**WHAT NEEDS TO BE DONE**
All of the data below should be printed again exactly, pictures excluded.

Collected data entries
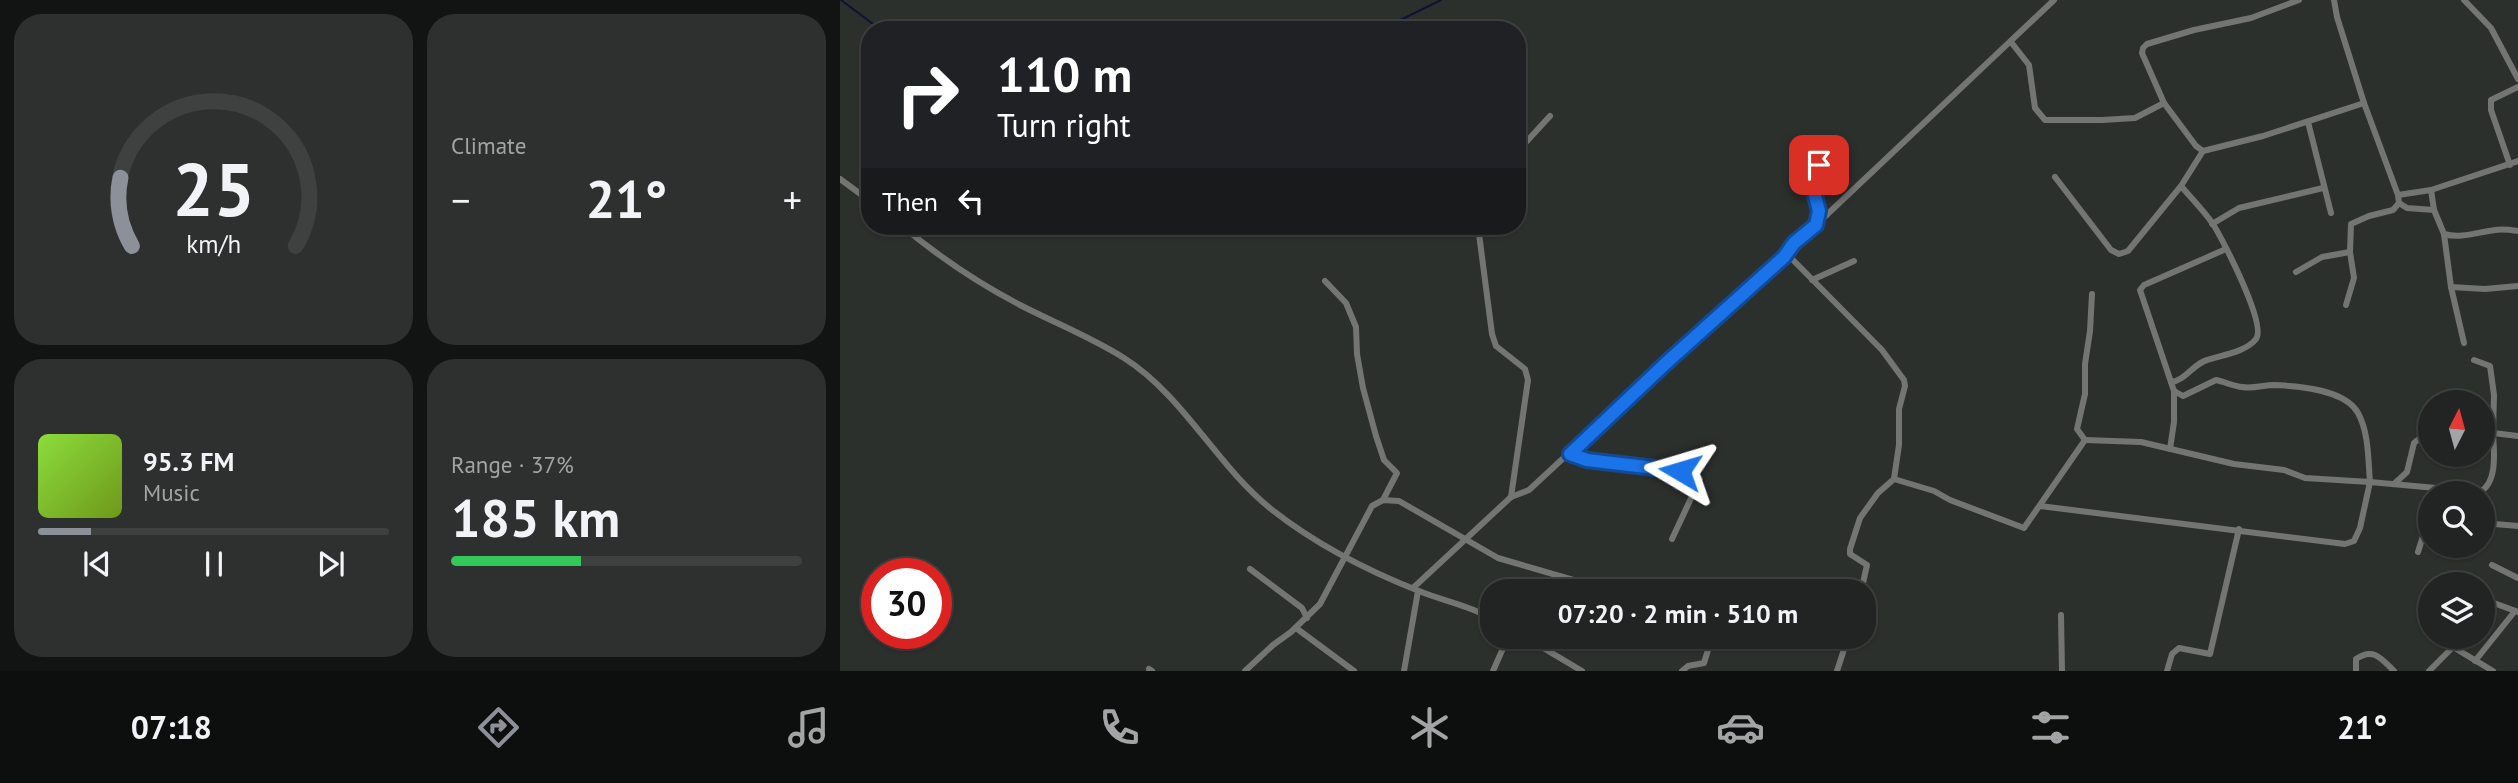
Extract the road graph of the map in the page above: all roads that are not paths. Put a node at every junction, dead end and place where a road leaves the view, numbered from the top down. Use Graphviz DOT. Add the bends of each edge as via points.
graph roads {
  1 [pos="2054,0"];
  2 [pos="2299,0"];
  3 [pos="2334,0"];
  4 [pos="2464,0"];
  5 [pos="2011,42"];
  6 [pos="2518,79"];
  7 [pos="2518,88"];
  8 [pos="2164,103"];
  9 [pos="2364,103"];
  10 [pos="1550,116"];
  11 [pos="2308,122"];
  12 [pos="1526,142"];
  13 [pos="1819,144"];
  14 [pos="2203,151"];
  15 [pos="2518,161"];
  16 [pos="2510,165"];
  17 [pos="2055,177"];
  18 [pos="840,179"];
  19 [pos="2181,186"];
  20 [pos="2323,188"];
  21 [pos="2431,190"];
  22 [pos="861,194"];
  23 [pos="2398,199"];
  24 [pos="2434,210"];
  25 [pos="2331,212"];
  26 [pos="2212,224"];
  27 [pos="1816,225"];
  28 [pos="2518,231"];
  29 [pos="2444,234"];
  30 [pos="913,235"];
  31 [pos="1479,235"];
  32 [pos="2226,248"];
  33 [pos="2350,252"];
  34 [pos="1784,257"];
  35 [pos="1854,261"];
  36 [pos="2296,272"];
  37 [pos="1812,280"];
  38 [pos="1325,281"];
  39 [pos="2518,286"];
  40 [pos="2451,287"];
  41 [pos="2092,294"];
  42 [pos="2346,304"];
  43 [pos="2464,343"];
  44 [pos="2474,360"];
  45 [pos="2171,382"];
  46 [pos="2493,390"];
  47 [pos="2174,391"];
  48 [pos="2496,433"];
  49 [pos="2518,436"];
  50 [pos="2085,440"];
  51 [pos="2418,440"];
  52 [pos="2170,449"];
  53 [pos="1570,454"];
  54 [pos="2493,467"];
  55 [pos="1894,480"];
  56 [pos="2370,482"];
  57 [pos="2393,484"];
  58 [pos="1511,497"];
  59 [pos="1383,500"];
  60 [pos="2040,506"];
  61 [pos="2495,524"];
  62 [pos="2518,526"];
  63 [pos="2239,529"];
  64 [pos="1466,539"];
  65 [pos="1672,539"];
  66 [pos="1345,556"];
  67 [pos="2491,565"];
  68 [pos="1250,569"];
  69 [pos="2518,578"];
  70 [pos="1570,579"];
  71 [pos="1864,579"];
  72 [pos="1415,590"];
  73 [pos="2495,604"];
  74 [pos="2517,612"];
  75 [pos="1480,613"];
  76 [pos="2061,615"];
  77 [pos="1307,618"];
  78 [pos="1296,628"];
  79 [pos="1502,649"];
  80 [pos="1545,649"];
  81 [pos="1708,649"];
  82 [pos="1844,649"];
  83 [pos="2450,649"];
  84 [pos="2456,649"];
  85 [pos="2475,660"];
  86 [pos="1244,671"];
  87 [pos="1354,671"];
  88 [pos="1405,671"];
  89 [pos="1493,671"];
  90 [pos="1582,671"];
  91 [pos="1682,671"];
  92 [pos="1837,671"];
  93 [pos="2062,671"];
  94 [pos="2167,671"];
  95 [pos="2356,671"];
  96 [pos="2394,671"];
  97 [pos="2429,671"];
  98 [pos="2493,671"];
  1 -- 5 [label="street"];
  2 -- 8 [label="street" via="2252,18 2147,44 2142,54"];
  3 -- 9 [label="street"];
  4 -- 6 [label="street" via="2491,28"];
  5 -- 8 [label="street" via="2029,65 2035,108 2045,120 2135,118"];
  5 -- 27 [label="street"];
  7 -- 16 [label="street" via="2491,100"];
  8 -- 14 [label="street"];
  9 -- 11 [label="street"];
  9 -- 23 [label="street"];
  10 -- 12 [label="street"];
  11 -- 14 [label="street"];
  11 -- 20 [label="street"];
  13 -- 27 [label="street" via="1813,188 1819,211"];
  14 -- 19 [label="street"];
  15 -- 16 [label="street"];
  16 -- 21 [label="street"];
  17 -- 19 [label="street" via="2111,250 2119,254 2128,251"];
  18 -- 22 [label="street"];
  19 -- 26 [label="street"];
  20 -- 25 [label="street"];
  20 -- 26 [label="street" via="2239,208"];
  21 -- 23 [label="street"];
  21 -- 24 [label="street"];
  23 -- 24 [label="street" via="2407,208"];
  23 -- 33 [label="street" via="2393,210 2351,224"];
  24 -- 29 [label="street"];
  26 -- 32 [label="street"];
  27 -- 34 [label="street"];
  28 -- 29 [label="street"];
  29 -- 40 [label="street"];
  30 -- 66 [label="street" via="999,293 1140,369 1270,508"];
  31 -- 58 [label="street" via="1496,346 1525,369 1528,380"];
  32 -- 45 [label="street" via="2140,290"];
  32 -- 45 [label="street" via="2257,316 2256,339 2237,352 2201,361"];
  33 -- 36 [label="street" via="2322,257"];
  33 -- 42 [label="street" via="2354,278"];
  34 -- 37 [label="street"];
  34 -- 53 [label="street"];
  35 -- 37 [label="street"];
  37 -- 55 [label="street" via="1904,380"];
  38 -- 59 [label="street" via="1346,303 1356,327 1363,388 1384,460 1397,472"];
  39 -- 40 [label="street"];
  40 -- 43 [label="street"];
  41 -- 50 [label="street" via="2085,394 2077,429"];
  44 -- 46 [label="street" via="2490,366"];
  45 -- 47 [label="street"];
  47 -- 52 [label="street"];
  47 -- 56 [label="street" via="2183,396 2216,380 2243,387 2315,389 2344,399 2357,412 2367,441"];
  48 -- 49 [label="street"];
  50 -- 52 [label="street" via="2141,442"];
  50 -- 60 [label="street"];
  51 -- 57 [label="street" via="2407,472"];
  52 -- 56 [label="street" via="2305,478"];
  53 -- 58 [label="street" via="1530,490"];
  53 -- 65 [label="street" via="1696,474 1700,479"];
  54 -- 57 [label="street" via="2487,489 2480,492"];
  55 -- 60 [label="street" via="1934,491 2024,528"];
  55 -- 71 [label="street" via="1860,517 1850,549 1853,557 1867,565"];
  56 -- 57 [label="street"];
  56 -- 63 [label="street" via="2354,541 2345,544"];
  58 -- 64 [label="street"];
  59 -- 64 [label="street" via="1399,501"];
  59 -- 66 [label="street" via="1372,506"];
  60 -- 63 [label="street"];
  61 -- 62 [label="street"];
  63 -- 94 [label="street" via="2210,654 2179,648"];
  64 -- 70 [label="street" via="1498,558"];
  64 -- 72 [label="street"];
  66 -- 72 [label="street"];
  66 -- 77 [label="street" via="1320,604"];
  67 -- 69 [label="street"];
  68 -- 77 [label="street" via="1302,608"];
  72 -- 75 [label="street"];
  72 -- 88 [label="street"];
  73 -- 74 [label="street"];
  74 -- 85 [label="street"];
  76 -- 93 [label="street"];
  77 -- 78 [label="street"];
  78 -- 86 [label="street"];
  78 -- 87 [label="street"];
  79 -- 89 [label="street"];
  80 -- 90 [label="street"];
  81 -- 91 [label="street" via="1704,663"];
  82 -- 92 [label="street"];
  83 -- 97 [label="street"];
  84 -- 85 [label="street"];
  85 -- 98 [label="street"];
  95 -- 96 [label="street" via="2356,659 2371,652"];
}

**SOLVED PROBLEM**
Extract the road graph of the map in the page above: all roads that are not paths. Put a node at every junction, dead end and place where a road leaves the view, numbered from the top down. Use Graphviz DOT. Add the bends of each edge as via points.
graph roads {
  1 [pos="2054,0"];
  2 [pos="2299,0"];
  3 [pos="2334,0"];
  4 [pos="2464,0"];
  5 [pos="2011,42"];
  6 [pos="2518,79"];
  7 [pos="2518,88"];
  8 [pos="2164,103"];
  9 [pos="2364,103"];
  10 [pos="1550,116"];
  11 [pos="2308,122"];
  12 [pos="1526,142"];
  13 [pos="1819,144"];
  14 [pos="2203,151"];
  15 [pos="2518,161"];
  16 [pos="2510,165"];
  17 [pos="2055,177"];
  18 [pos="840,179"];
  19 [pos="2181,186"];
  20 [pos="2323,188"];
  21 [pos="2431,190"];
  22 [pos="861,194"];
  23 [pos="2398,199"];
  24 [pos="2434,210"];
  25 [pos="2331,212"];
  26 [pos="2212,224"];
  27 [pos="1816,225"];
  28 [pos="2518,231"];
  29 [pos="2444,234"];
  30 [pos="913,235"];
  31 [pos="1479,235"];
  32 [pos="2226,248"];
  33 [pos="2350,252"];
  34 [pos="1784,257"];
  35 [pos="1854,261"];
  36 [pos="2296,272"];
  37 [pos="1812,280"];
  38 [pos="1325,281"];
  39 [pos="2518,286"];
  40 [pos="2451,287"];
  41 [pos="2092,294"];
  42 [pos="2346,304"];
  43 [pos="2464,343"];
  44 [pos="2474,360"];
  45 [pos="2171,382"];
  46 [pos="2493,390"];
  47 [pos="2174,391"];
  48 [pos="2496,433"];
  49 [pos="2518,436"];
  50 [pos="2085,440"];
  51 [pos="2418,440"];
  52 [pos="2170,449"];
  53 [pos="1570,454"];
  54 [pos="2493,467"];
  55 [pos="1894,480"];
  56 [pos="2370,482"];
  57 [pos="2393,484"];
  58 [pos="1511,497"];
  59 [pos="1383,500"];
  60 [pos="2040,506"];
  61 [pos="2495,524"];
  62 [pos="2518,526"];
  63 [pos="2239,529"];
  64 [pos="1466,539"];
  65 [pos="1672,539"];
  66 [pos="1345,556"];
  67 [pos="2491,565"];
  68 [pos="1250,569"];
  69 [pos="2518,578"];
  70 [pos="1570,579"];
  71 [pos="1864,579"];
  72 [pos="1415,590"];
  73 [pos="2495,604"];
  74 [pos="2517,612"];
  75 [pos="1480,613"];
  76 [pos="2061,615"];
  77 [pos="1307,618"];
  78 [pos="1296,628"];
  79 [pos="1502,649"];
  80 [pos="1545,649"];
  81 [pos="1708,649"];
  82 [pos="1844,649"];
  83 [pos="2450,649"];
  84 [pos="2456,649"];
  85 [pos="2475,660"];
  86 [pos="1244,671"];
  87 [pos="1354,671"];
  88 [pos="1405,671"];
  89 [pos="1493,671"];
  90 [pos="1582,671"];
  91 [pos="1682,671"];
  92 [pos="1837,671"];
  93 [pos="2062,671"];
  94 [pos="2167,671"];
  95 [pos="2356,671"];
  96 [pos="2394,671"];
  97 [pos="2429,671"];
  98 [pos="2493,671"];
  1 -- 5 [label="street"];
  2 -- 8 [label="street" via="2252,18 2147,44 2142,54"];
  3 -- 9 [label="street"];
  4 -- 6 [label="street" via="2491,28"];
  5 -- 8 [label="street" via="2029,65 2035,108 2045,120 2135,118"];
  5 -- 27 [label="street"];
  7 -- 16 [label="street" via="2491,100"];
  8 -- 14 [label="street"];
  9 -- 11 [label="street"];
  9 -- 23 [label="street"];
  10 -- 12 [label="street"];
  11 -- 14 [label="street"];
  11 -- 20 [label="street"];
  13 -- 27 [label="street" via="1813,188 1819,211"];
  14 -- 19 [label="street"];
  15 -- 16 [label="street"];
  16 -- 21 [label="street"];
  17 -- 19 [label="street" via="2111,250 2119,254 2128,251"];
  18 -- 22 [label="street"];
  19 -- 26 [label="street"];
  20 -- 25 [label="street"];
  20 -- 26 [label="street" via="2239,208"];
  21 -- 23 [label="street"];
  21 -- 24 [label="street"];
  23 -- 24 [label="street" via="2407,208"];
  23 -- 33 [label="street" via="2393,210 2351,224"];
  24 -- 29 [label="street"];
  26 -- 32 [label="street"];
  27 -- 34 [label="street"];
  28 -- 29 [label="street"];
  29 -- 40 [label="street"];
  30 -- 66 [label="street" via="999,293 1140,369 1270,508"];
  31 -- 58 [label="street" via="1496,346 1525,369 1528,380"];
  32 -- 45 [label="street" via="2140,290"];
  32 -- 45 [label="street" via="2257,316 2256,339 2237,352 2201,361"];
  33 -- 36 [label="street" via="2322,257"];
  33 -- 42 [label="street" via="2354,278"];
  34 -- 37 [label="street"];
  34 -- 53 [label="street"];
  35 -- 37 [label="street"];
  37 -- 55 [label="street" via="1904,380"];
  38 -- 59 [label="street" via="1346,303 1356,327 1363,388 1384,460 1397,472"];
  39 -- 40 [label="street"];
  40 -- 43 [label="street"];
  41 -- 50 [label="street" via="2085,394 2077,429"];
  44 -- 46 [label="street" via="2490,366"];
  45 -- 47 [label="street"];
  47 -- 52 [label="street"];
  47 -- 56 [label="street" via="2183,396 2216,380 2243,387 2315,389 2344,399 2357,412 2367,441"];
  48 -- 49 [label="street"];
  50 -- 52 [label="street" via="2141,442"];
  50 -- 60 [label="street"];
  51 -- 57 [label="street" via="2407,472"];
  52 -- 56 [label="street" via="2305,478"];
  53 -- 58 [label="street" via="1530,490"];
  53 -- 65 [label="street" via="1696,474 1700,479"];
  54 -- 57 [label="street" via="2487,489 2480,492"];
  55 -- 60 [label="street" via="1934,491 2024,528"];
  55 -- 71 [label="street" via="1860,517 1850,549 1853,557 1867,565"];
  56 -- 57 [label="street"];
  56 -- 63 [label="street" via="2354,541 2345,544"];
  58 -- 64 [label="street"];
  59 -- 64 [label="street" via="1399,501"];
  59 -- 66 [label="street" via="1372,506"];
  60 -- 63 [label="street"];
  61 -- 62 [label="street"];
  63 -- 94 [label="street" via="2210,654 2179,648"];
  64 -- 70 [label="street" via="1498,558"];
  64 -- 72 [label="street"];
  66 -- 72 [label="street"];
  66 -- 77 [label="street" via="1320,604"];
  67 -- 69 [label="street"];
  68 -- 77 [label="street" via="1302,608"];
  72 -- 75 [label="street"];
  72 -- 88 [label="street"];
  73 -- 74 [label="street"];
  74 -- 85 [label="street"];
  76 -- 93 [label="street"];
  77 -- 78 [label="street"];
  78 -- 86 [label="street"];
  78 -- 87 [label="street"];
  79 -- 89 [label="street"];
  80 -- 90 [label="street"];
  81 -- 91 [label="street" via="1704,663"];
  82 -- 92 [label="street"];
  83 -- 97 [label="street"];
  84 -- 85 [label="street"];
  85 -- 98 [label="street"];
  95 -- 96 [label="street" via="2356,659 2371,652"];
}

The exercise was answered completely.